EXERCISE INSTRUCTIONS
Reproduce the records that follow in full, excluding any picture they contain.

SOURCE MATERIAL
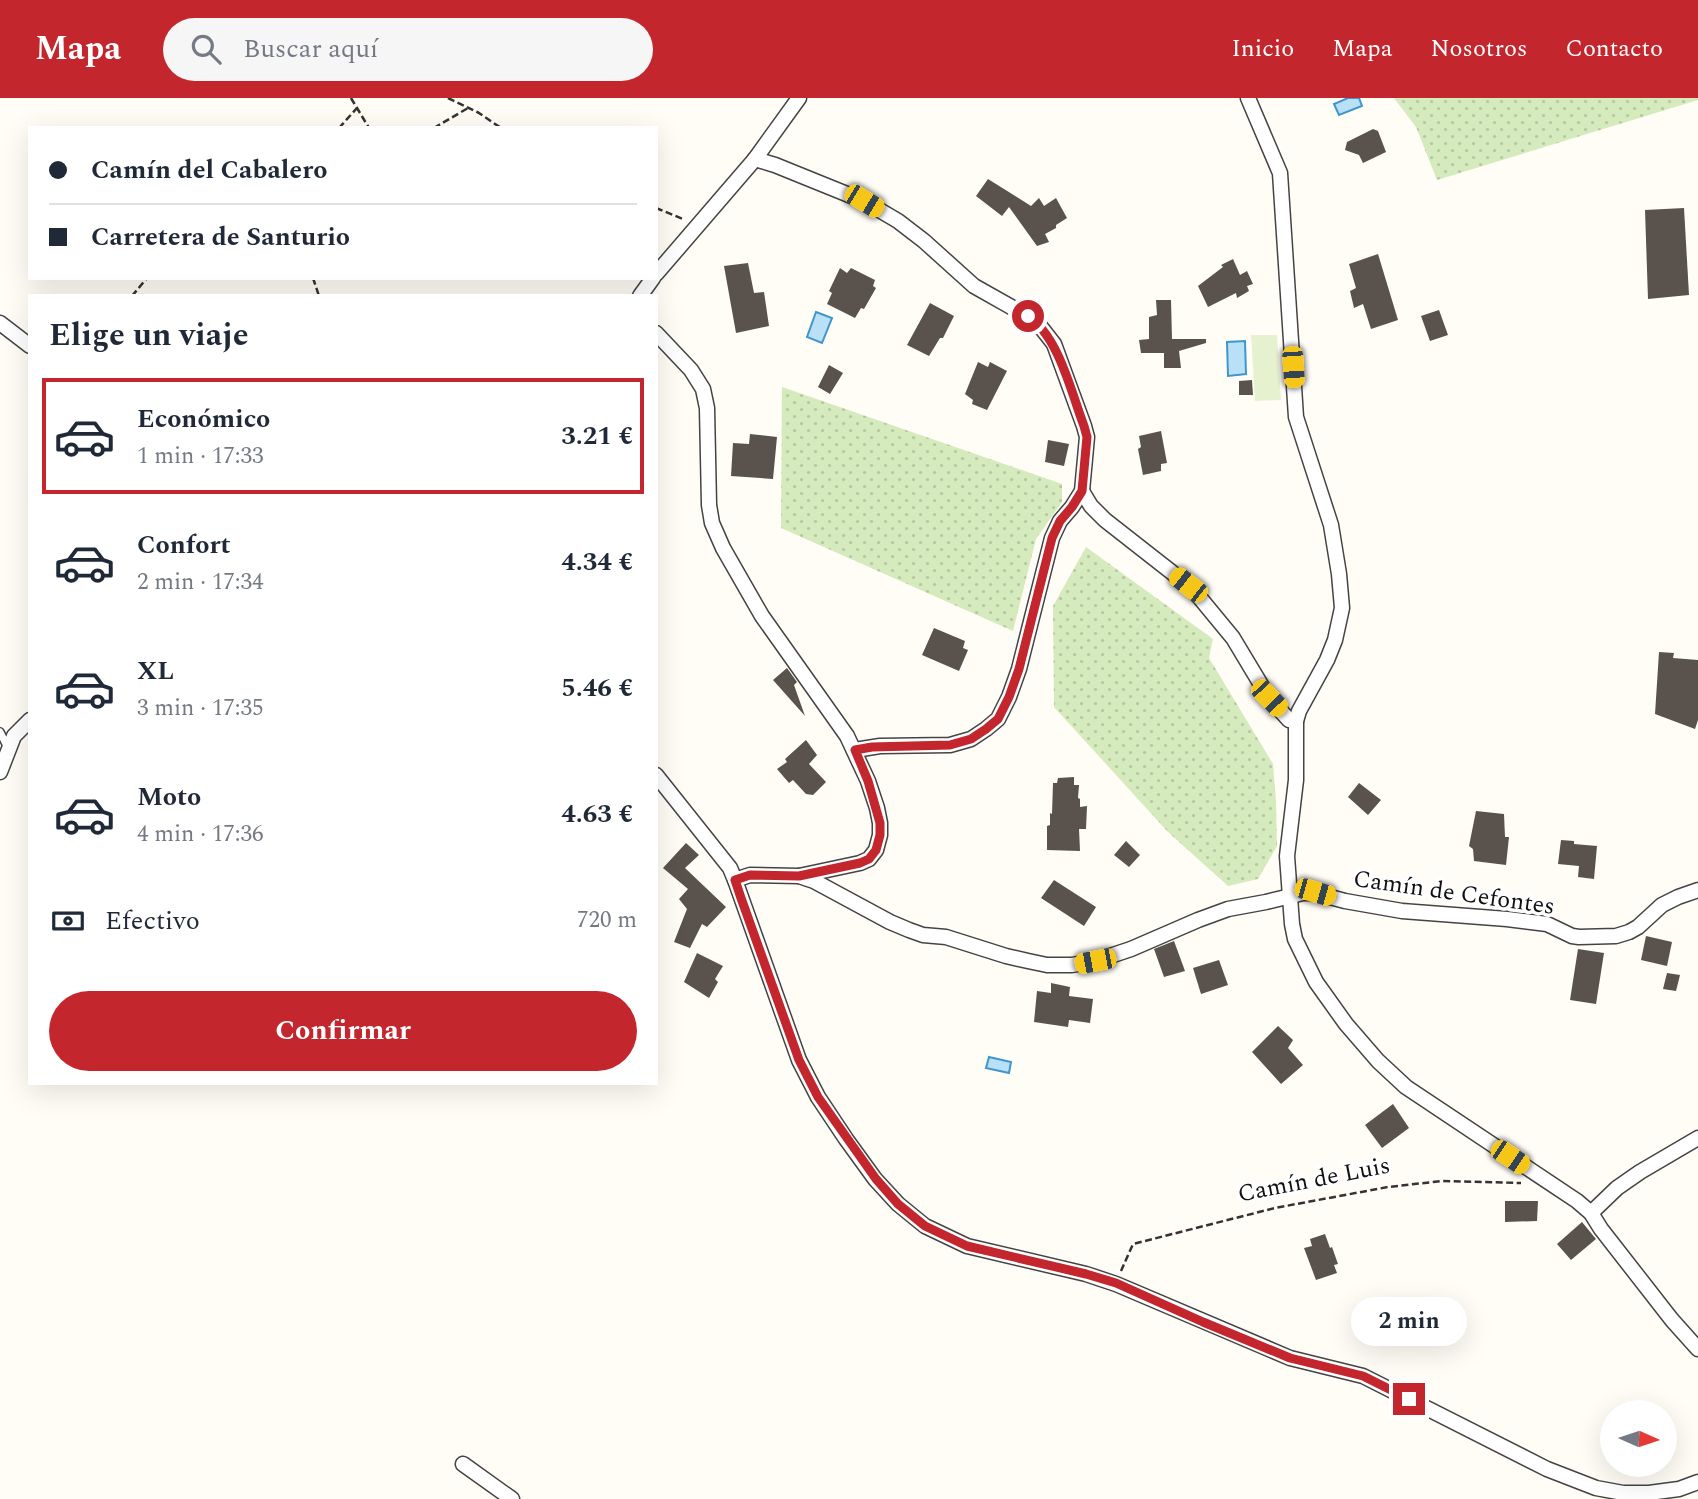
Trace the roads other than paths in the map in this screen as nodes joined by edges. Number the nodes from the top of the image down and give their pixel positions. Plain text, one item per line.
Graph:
1 (799, 98) edge
2 (1248, 98) edge
3 (755, 159) junction
4 (658, 272) edge
5 (0, 323) edge
6 (658, 335) edge
7 (28, 344) edge
8 (1082, 491) junction
9 (1296, 721) junction
10 (28, 722) edge
11 (0, 732) edge
12 (8, 748) junction
13 (855, 750) junction
14 (0, 772) edge
15 (658, 777) edge
16 (799, 876) junction
17 (735, 880) junction
18 (1698, 890) edge
19 (1290, 895) junction
20 (1698, 1138) edge
21 (1591, 1213) junction
22 (1698, 1349) edge
23 (463, 1464) dead end
24 (1698, 1482) edge
25 (512, 1499) edge

1 - 3 street
2 - 9 street
3 - 4 street
3 - 8 street
5 - 7 street
6 - 13 street
8 - 9 street
8 - 13 street
9 - 19 street
10 - 12 street
11 - 12 lane
12 - 14 street
13 - 16 street
15 - 17 street
16 - 17 street
16 - 19 street, Camín de Cefontes
17 - 24 street
18 - 19 street, Camín de Cefontes
19 - 21 street
20 - 21 street
21 - 22 street
23 - 25 street

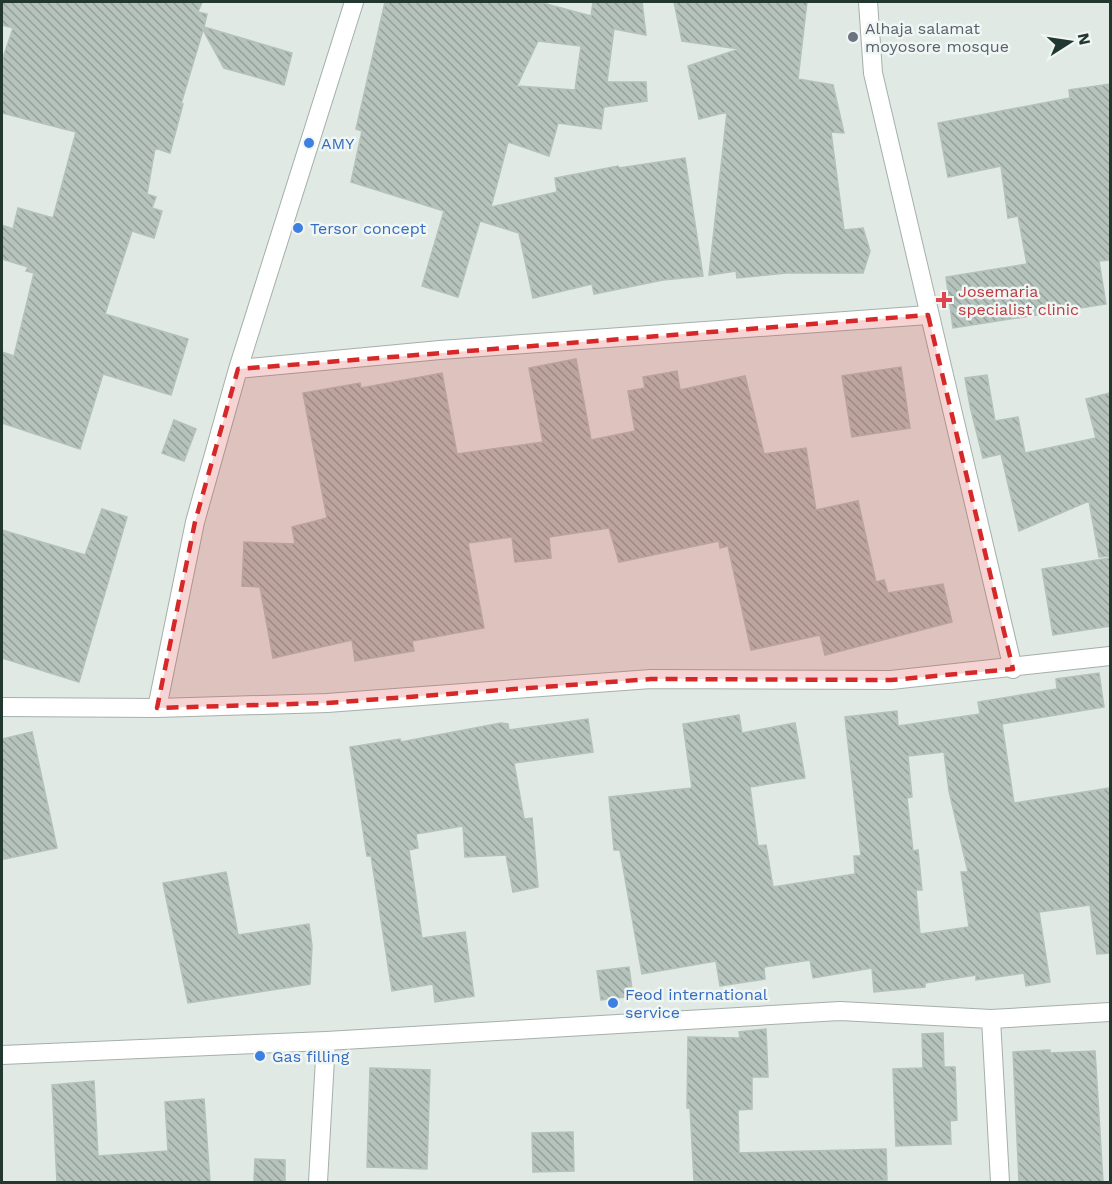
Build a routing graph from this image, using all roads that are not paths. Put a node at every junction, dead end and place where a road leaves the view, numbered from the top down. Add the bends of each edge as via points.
1 (354, 2) edge
2 (868, 2) edge
3 (928, 315) junction
4 (238, 369) junction
5 (1110, 656) edge
6 (1013, 669) junction
7 (2, 707) edge
8 (157, 708) junction
9 (1110, 1012) edge
10 (991, 1020) junction
11 (326, 1041) junction
12 (2, 1055) edge
13 (318, 1182) edge
14 (1000, 1182) edge

1 - 4 street
2 - 3 street via 873,73
3 - 4 street via 440,350
3 - 6 street
4 - 8 street via 195,522
5 - 6 street
6 - 8 street via 891,680 651,679 327,703
7 - 8 street
9 - 10 street
10 - 11 street via 840,1011
10 - 14 street
11 - 12 street
11 - 13 street

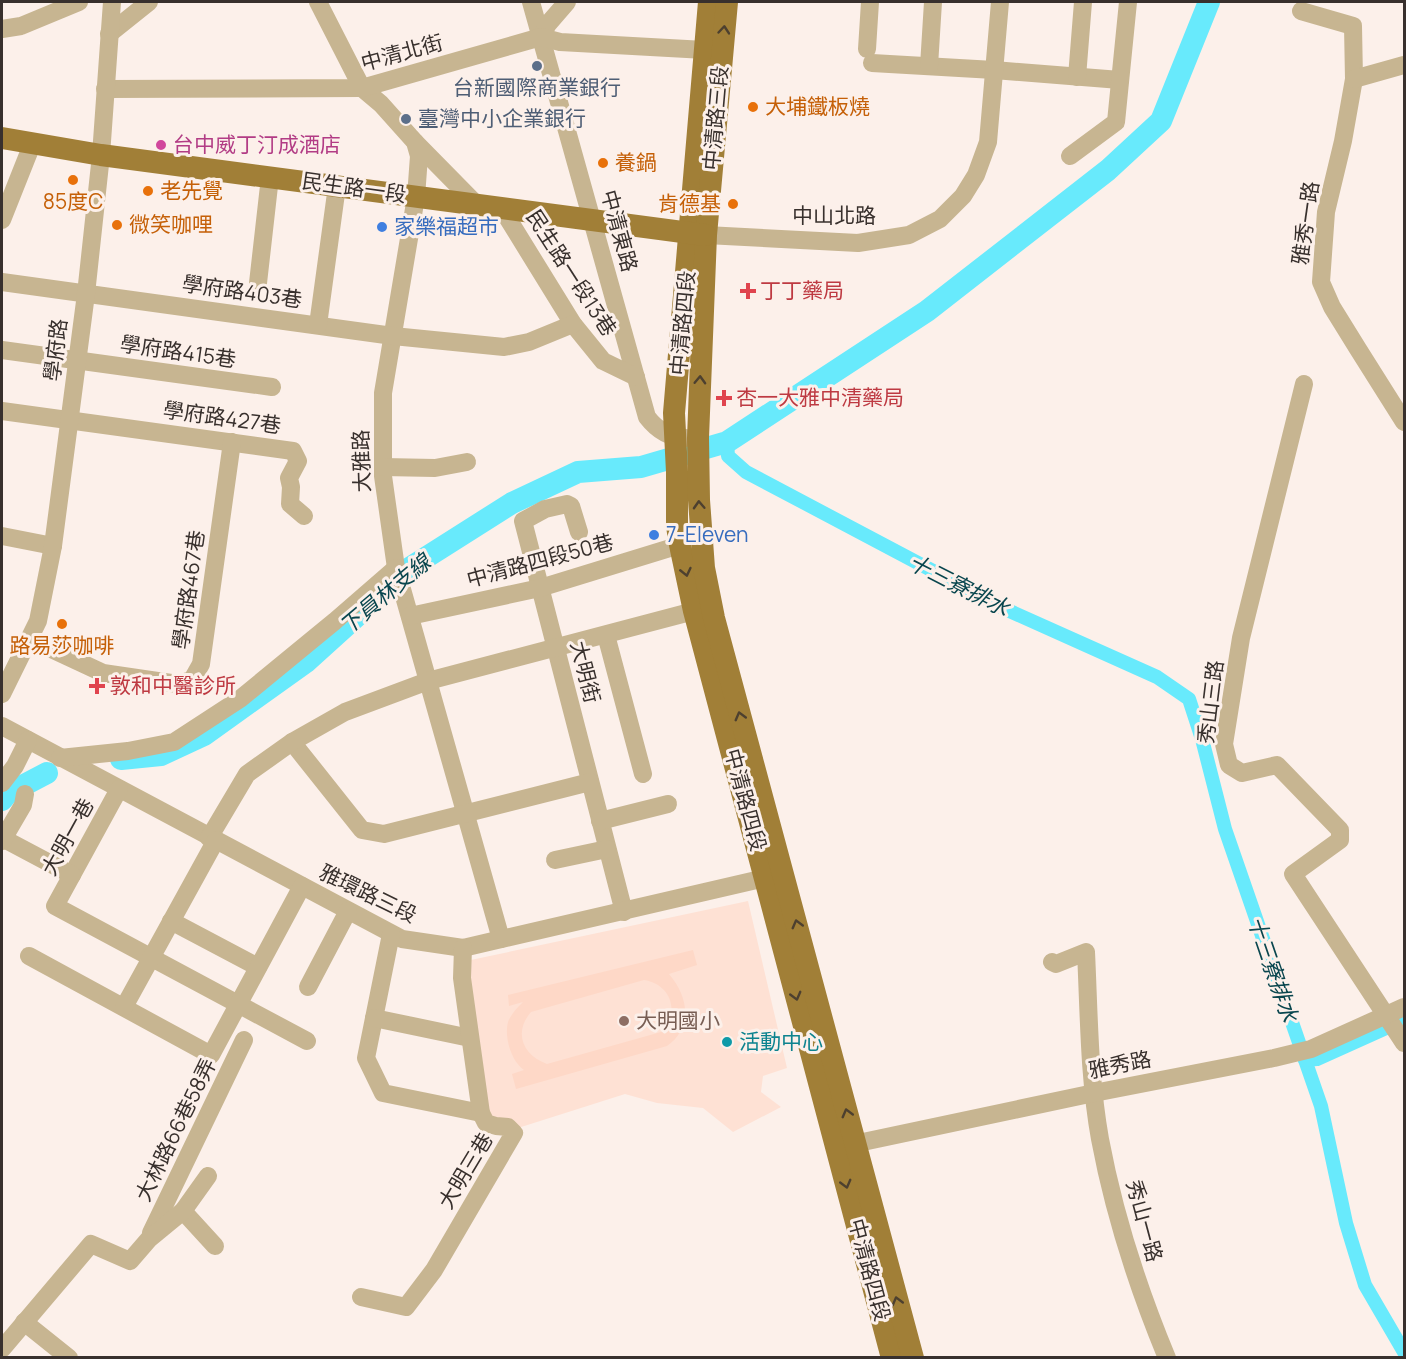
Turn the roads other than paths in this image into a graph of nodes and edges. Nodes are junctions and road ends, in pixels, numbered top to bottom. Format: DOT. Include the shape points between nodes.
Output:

ANSWER SECTION
Trace the roads other than paths in the map in this screen as nodes joined by edges. Number the nodes from the top of the image down and give their pixel positions. Plain text, one item per line.
Graph:
1 (799, 98) edge
2 (1248, 98) edge
3 (755, 159) junction
4 (658, 272) edge
5 (0, 323) edge
6 (658, 335) edge
7 (28, 344) edge
8 (1082, 491) junction
9 (1296, 721) junction
10 (28, 722) edge
11 (0, 732) edge
12 (8, 748) junction
13 (855, 750) junction
14 (0, 772) edge
15 (658, 777) edge
16 (799, 876) junction
17 (735, 880) junction
18 (1698, 890) edge
19 (1290, 895) junction
20 (1698, 1138) edge
21 (1591, 1213) junction
22 (1698, 1349) edge
23 (463, 1464) dead end
24 (1698, 1482) edge
25 (512, 1499) edge

1 - 3 street
2 - 9 street
3 - 4 street
3 - 8 street
5 - 7 street
6 - 13 street
8 - 9 street
8 - 13 street
9 - 19 street
10 - 12 street
11 - 12 lane
12 - 14 street
13 - 16 street
15 - 17 street
16 - 17 street
16 - 19 street, Camín de Cefontes
17 - 24 street
18 - 19 street, Camín de Cefontes
19 - 21 street
20 - 21 street
21 - 22 street
23 - 25 street

Build a routing graph from this image, using all roads that are not paths. Put a node at every junction, dead end and place where a road leaves the view, numbered from the top down. Add the bends of each edge as via points.
1 (354, 2) edge
2 (868, 2) edge
3 (928, 315) junction
4 (238, 369) junction
5 (1110, 656) edge
6 (1013, 669) junction
7 (2, 707) edge
8 (157, 708) junction
9 (1110, 1012) edge
10 (991, 1020) junction
11 (326, 1041) junction
12 (2, 1055) edge
13 (318, 1182) edge
14 (1000, 1182) edge

1 - 4 street
2 - 3 street via 873,73
3 - 4 street via 440,350
3 - 6 street
4 - 8 street via 195,522
5 - 6 street
6 - 8 street via 891,680 651,679 327,703
7 - 8 street
9 - 10 street
10 - 11 street via 840,1011
10 - 14 street
11 - 12 street
11 - 13 street

Turn the roads other than paths in this image into a graph of nodes and edges. Nodes are junctions and road ends, in pixels, numbered top to bottom. Format: DOT. Include the shape points between nodes.
Output:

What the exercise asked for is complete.